▶ [How to complete this task] Below are records to be reproduced exactly and in full.

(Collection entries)

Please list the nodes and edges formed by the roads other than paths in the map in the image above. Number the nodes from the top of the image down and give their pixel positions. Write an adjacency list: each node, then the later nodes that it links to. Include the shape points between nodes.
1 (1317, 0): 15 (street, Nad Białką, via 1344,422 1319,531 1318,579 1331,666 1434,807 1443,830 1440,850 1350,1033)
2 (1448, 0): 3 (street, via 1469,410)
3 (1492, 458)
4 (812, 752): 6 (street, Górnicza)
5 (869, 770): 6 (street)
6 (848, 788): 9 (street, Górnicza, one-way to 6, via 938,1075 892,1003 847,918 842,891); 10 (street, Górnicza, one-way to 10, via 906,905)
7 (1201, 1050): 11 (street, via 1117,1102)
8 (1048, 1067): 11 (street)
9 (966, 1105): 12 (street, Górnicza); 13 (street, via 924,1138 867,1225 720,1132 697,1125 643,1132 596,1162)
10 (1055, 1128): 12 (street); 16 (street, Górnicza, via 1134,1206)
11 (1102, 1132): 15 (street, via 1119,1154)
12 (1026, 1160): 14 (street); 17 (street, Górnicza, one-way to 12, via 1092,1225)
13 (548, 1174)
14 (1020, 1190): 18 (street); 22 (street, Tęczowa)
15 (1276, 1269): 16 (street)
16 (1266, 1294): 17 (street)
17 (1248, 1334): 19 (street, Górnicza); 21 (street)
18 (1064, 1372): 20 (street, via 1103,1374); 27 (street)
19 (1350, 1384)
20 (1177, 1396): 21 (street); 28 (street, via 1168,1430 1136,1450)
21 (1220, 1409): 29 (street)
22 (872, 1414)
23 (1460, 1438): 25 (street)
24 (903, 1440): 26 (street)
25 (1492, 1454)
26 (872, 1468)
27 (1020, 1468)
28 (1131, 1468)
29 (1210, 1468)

▶ [Answer for the task]
Please list the nodes and edges formed by the roads other than paths in the map in the image above. Number the nodes from the top of the image down and give their pixel positions. Write an adjacency list: each node, then the later nodes that it links to. Include the shape points between nodes.
1 (1317, 0): 15 (street, Nad Białką, via 1344,422 1319,531 1318,579 1331,666 1434,807 1443,830 1440,850 1350,1033)
2 (1448, 0): 3 (street, via 1469,410)
3 (1492, 458)
4 (812, 752): 6 (street, Górnicza)
5 (869, 770): 6 (street)
6 (848, 788): 9 (street, Górnicza, one-way to 6, via 938,1075 892,1003 847,918 842,891); 10 (street, Górnicza, one-way to 10, via 906,905)
7 (1201, 1050): 11 (street, via 1117,1102)
8 (1048, 1067): 11 (street)
9 (966, 1105): 12 (street, Górnicza); 13 (street, via 924,1138 867,1225 720,1132 697,1125 643,1132 596,1162)
10 (1055, 1128): 12 (street); 16 (street, Górnicza, via 1134,1206)
11 (1102, 1132): 15 (street, via 1119,1154)
12 (1026, 1160): 14 (street); 17 (street, Górnicza, one-way to 12, via 1092,1225)
13 (548, 1174)
14 (1020, 1190): 18 (street); 22 (street, Tęczowa)
15 (1276, 1269): 16 (street)
16 (1266, 1294): 17 (street)
17 (1248, 1334): 19 (street, Górnicza); 21 (street)
18 (1064, 1372): 20 (street, via 1103,1374); 27 (street)
19 (1350, 1384)
20 (1177, 1396): 21 (street); 28 (street, via 1168,1430 1136,1450)
21 (1220, 1409): 29 (street)
22 (872, 1414)
23 (1460, 1438): 25 (street)
24 (903, 1440): 26 (street)
25 (1492, 1454)
26 (872, 1468)
27 (1020, 1468)
28 (1131, 1468)
29 (1210, 1468)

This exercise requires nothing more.